И, нахлобучив шапку, он тотчас вышел тем же тайником, оставив Марину в оцепенении ужаса перед тем грядущим, которое открывала ей запятнанная кровью рука разбойника Заруцкого.
Эпилог
IВъезд царицы московской
Еще с лишком два года длилась страшная смута и продолжала терзать Русскую землю; и она все не находила внутри себя достаточно твердой опоры, чтобы подняться и выйти из той невероятной лжи и путаницы, в которую ее завлекла своекорыстная борьба людей, забывших о Боге, о душе, о ближнем и помнивших только свои выгоды и расчеты. Но наконец нашлась твердая опора в русской церкви, показавшей пример мужества в борьбе с врагами внешними и громко возвысившей свой голос; она пробудила в русских людях сознание своей греховности, малодушия и ничтожества; она собрала сильных и твердых мужей и поставила их вождями народного ополчения, которое освободило Москву от поляков и заставило их со срамом удалиться за рубеж Русской земли.
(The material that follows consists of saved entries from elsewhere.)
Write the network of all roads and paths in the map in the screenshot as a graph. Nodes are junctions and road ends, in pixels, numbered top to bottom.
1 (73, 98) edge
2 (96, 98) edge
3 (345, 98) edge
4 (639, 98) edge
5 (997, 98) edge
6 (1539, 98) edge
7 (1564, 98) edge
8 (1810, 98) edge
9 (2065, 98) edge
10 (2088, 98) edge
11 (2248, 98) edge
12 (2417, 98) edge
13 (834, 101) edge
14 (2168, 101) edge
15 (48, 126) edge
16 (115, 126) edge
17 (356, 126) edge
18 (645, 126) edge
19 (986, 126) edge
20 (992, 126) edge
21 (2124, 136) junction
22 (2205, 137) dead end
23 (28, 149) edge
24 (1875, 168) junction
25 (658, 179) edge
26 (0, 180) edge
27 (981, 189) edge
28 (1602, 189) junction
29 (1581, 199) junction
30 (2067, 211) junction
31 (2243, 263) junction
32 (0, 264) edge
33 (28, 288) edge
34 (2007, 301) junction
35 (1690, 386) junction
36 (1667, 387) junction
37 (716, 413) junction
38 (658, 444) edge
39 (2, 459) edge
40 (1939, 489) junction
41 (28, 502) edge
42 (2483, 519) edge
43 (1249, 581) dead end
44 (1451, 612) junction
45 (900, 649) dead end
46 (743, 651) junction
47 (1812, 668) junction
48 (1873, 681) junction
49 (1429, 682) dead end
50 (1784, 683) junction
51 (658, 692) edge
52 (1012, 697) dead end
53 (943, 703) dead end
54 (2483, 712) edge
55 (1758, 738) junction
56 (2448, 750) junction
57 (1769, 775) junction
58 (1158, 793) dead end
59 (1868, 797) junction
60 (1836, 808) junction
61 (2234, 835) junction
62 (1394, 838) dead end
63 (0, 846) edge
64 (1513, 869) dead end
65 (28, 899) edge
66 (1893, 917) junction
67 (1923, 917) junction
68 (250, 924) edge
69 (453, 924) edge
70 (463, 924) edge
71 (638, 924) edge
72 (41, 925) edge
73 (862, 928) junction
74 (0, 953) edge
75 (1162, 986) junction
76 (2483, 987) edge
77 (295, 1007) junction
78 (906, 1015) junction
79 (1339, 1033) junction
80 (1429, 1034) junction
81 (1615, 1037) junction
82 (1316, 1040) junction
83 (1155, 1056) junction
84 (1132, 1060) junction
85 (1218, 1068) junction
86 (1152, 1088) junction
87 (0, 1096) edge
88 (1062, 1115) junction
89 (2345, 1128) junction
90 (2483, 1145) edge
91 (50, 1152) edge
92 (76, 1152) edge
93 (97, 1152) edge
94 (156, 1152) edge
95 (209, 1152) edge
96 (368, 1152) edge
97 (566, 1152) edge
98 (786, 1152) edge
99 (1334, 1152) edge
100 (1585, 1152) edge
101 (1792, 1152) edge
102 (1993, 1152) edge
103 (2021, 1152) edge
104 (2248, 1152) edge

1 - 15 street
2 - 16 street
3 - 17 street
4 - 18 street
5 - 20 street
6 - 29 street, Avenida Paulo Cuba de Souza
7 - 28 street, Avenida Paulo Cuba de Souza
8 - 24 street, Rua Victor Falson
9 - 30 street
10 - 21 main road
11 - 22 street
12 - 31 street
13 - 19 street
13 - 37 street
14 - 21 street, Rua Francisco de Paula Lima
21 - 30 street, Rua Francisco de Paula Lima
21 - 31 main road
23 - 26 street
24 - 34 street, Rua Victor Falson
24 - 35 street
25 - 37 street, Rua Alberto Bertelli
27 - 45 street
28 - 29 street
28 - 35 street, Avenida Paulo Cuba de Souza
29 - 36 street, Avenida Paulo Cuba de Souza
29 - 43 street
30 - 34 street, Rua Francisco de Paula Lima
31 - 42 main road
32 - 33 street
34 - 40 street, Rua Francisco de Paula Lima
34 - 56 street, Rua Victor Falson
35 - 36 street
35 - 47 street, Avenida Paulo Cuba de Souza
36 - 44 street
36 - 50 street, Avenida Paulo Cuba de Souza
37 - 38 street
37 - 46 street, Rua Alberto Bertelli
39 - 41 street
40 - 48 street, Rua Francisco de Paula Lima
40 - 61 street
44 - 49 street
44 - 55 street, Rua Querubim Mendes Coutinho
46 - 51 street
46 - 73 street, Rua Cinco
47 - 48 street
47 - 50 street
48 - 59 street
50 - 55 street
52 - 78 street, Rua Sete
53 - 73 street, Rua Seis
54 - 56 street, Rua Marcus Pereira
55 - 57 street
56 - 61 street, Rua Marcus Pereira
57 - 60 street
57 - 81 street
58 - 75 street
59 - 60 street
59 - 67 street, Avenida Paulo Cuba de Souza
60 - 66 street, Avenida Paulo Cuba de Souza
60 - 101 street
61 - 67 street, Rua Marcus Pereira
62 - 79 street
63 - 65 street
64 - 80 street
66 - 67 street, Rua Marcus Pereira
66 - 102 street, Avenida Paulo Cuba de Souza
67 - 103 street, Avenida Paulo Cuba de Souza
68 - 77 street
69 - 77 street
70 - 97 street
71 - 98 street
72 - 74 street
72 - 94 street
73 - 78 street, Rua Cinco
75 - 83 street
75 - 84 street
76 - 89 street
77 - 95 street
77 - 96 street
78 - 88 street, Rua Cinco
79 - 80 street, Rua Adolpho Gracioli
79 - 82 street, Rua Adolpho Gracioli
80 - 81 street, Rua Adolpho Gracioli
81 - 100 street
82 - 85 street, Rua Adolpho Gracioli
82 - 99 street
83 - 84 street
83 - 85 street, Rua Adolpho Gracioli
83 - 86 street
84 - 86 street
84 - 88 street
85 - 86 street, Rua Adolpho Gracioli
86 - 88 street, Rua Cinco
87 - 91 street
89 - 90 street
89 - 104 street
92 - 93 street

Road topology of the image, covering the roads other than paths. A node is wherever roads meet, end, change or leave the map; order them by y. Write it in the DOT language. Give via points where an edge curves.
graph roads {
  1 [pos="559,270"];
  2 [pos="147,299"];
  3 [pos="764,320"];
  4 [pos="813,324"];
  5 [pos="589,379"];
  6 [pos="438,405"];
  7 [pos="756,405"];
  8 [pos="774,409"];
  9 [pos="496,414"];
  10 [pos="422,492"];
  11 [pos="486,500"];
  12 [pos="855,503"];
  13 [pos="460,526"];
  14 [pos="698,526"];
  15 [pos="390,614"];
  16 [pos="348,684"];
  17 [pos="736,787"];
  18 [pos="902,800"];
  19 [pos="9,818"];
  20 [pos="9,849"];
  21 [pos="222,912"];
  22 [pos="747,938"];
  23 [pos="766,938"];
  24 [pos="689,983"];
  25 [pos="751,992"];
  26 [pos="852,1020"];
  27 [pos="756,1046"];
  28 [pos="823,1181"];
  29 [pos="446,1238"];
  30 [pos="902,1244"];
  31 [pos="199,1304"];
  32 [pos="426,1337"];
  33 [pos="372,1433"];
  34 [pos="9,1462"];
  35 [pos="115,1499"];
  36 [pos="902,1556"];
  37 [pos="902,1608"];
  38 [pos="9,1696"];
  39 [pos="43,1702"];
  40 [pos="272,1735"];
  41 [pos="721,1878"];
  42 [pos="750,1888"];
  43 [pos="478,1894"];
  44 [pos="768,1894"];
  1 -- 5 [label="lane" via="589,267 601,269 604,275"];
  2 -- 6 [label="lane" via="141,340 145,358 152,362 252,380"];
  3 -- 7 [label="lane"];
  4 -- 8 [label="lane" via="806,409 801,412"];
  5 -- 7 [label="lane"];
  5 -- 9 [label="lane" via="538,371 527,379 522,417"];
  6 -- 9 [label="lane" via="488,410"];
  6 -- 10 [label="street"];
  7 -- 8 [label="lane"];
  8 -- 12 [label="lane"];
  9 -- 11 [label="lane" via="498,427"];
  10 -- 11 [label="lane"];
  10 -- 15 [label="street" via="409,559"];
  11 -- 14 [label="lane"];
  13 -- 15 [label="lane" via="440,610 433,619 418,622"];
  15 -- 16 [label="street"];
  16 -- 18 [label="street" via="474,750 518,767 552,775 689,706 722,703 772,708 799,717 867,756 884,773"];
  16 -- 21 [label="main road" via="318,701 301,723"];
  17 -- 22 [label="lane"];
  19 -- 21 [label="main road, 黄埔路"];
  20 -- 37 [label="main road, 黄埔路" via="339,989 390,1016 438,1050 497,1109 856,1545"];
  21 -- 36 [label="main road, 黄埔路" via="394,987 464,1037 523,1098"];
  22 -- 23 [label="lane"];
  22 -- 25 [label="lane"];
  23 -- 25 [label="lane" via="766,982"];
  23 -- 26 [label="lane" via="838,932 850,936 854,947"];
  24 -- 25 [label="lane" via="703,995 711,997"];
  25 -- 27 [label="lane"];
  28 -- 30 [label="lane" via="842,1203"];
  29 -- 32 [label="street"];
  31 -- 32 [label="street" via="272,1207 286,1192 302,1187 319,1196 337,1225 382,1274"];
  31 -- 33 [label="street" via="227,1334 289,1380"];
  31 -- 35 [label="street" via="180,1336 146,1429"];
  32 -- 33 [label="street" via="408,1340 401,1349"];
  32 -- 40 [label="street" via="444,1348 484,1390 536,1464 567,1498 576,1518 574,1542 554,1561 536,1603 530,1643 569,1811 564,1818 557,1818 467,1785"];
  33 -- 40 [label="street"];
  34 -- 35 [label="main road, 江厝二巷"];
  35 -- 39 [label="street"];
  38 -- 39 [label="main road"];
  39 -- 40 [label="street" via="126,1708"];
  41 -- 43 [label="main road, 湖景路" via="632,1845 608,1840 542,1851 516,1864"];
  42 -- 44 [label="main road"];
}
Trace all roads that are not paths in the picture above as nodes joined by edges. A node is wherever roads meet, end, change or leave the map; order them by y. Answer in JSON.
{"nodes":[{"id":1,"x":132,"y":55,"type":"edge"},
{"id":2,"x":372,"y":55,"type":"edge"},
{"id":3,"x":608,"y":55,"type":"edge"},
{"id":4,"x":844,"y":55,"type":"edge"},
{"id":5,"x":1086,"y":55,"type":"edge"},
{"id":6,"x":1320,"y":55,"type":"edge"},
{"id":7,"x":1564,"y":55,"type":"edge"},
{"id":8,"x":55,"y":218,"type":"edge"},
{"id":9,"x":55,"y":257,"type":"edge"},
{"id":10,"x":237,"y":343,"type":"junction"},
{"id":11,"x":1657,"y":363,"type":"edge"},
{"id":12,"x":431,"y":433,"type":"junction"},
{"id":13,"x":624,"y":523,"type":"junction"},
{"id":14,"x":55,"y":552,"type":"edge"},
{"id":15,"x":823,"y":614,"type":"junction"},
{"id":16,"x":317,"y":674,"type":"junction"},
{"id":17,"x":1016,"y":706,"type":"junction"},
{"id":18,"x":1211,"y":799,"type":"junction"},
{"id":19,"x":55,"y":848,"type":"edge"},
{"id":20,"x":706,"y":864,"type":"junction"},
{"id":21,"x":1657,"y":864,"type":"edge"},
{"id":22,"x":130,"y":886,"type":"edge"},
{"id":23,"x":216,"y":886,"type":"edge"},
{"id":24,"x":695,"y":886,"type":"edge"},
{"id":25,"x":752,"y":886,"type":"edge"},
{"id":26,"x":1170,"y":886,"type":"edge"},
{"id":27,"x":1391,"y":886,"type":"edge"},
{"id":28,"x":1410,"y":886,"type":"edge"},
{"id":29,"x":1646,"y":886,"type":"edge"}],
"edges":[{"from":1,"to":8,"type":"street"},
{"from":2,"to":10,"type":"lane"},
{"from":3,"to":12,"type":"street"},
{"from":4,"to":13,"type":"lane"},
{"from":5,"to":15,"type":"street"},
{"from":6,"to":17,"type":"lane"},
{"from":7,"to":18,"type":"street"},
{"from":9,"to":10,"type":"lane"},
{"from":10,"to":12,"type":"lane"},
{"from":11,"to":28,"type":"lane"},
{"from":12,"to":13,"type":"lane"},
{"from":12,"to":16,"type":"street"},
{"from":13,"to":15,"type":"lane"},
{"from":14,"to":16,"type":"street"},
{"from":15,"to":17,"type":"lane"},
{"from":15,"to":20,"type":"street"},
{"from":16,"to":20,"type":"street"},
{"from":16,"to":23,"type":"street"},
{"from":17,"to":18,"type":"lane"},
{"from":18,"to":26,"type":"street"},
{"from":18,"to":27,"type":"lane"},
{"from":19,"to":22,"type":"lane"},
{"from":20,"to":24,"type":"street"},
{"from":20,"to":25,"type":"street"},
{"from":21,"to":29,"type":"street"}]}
Здесь-то, в освобожденной Москве, русские люди решились приступить к избранию царя «всею землей». На Земский собор сошлись лучшие люди из всех городов и от всех сословий, сошлись не с гордынею, не с желанием шуметь, спорить и величаться друг перед другом… Сошлись с сознанием ничтожества своего, если не будет меж ними неразрывной внутренней связи, и потому, прежде чем приступить к совещаниям, три дня молились и постились, прося у Бога духа кротости, смиренномудрия и любви…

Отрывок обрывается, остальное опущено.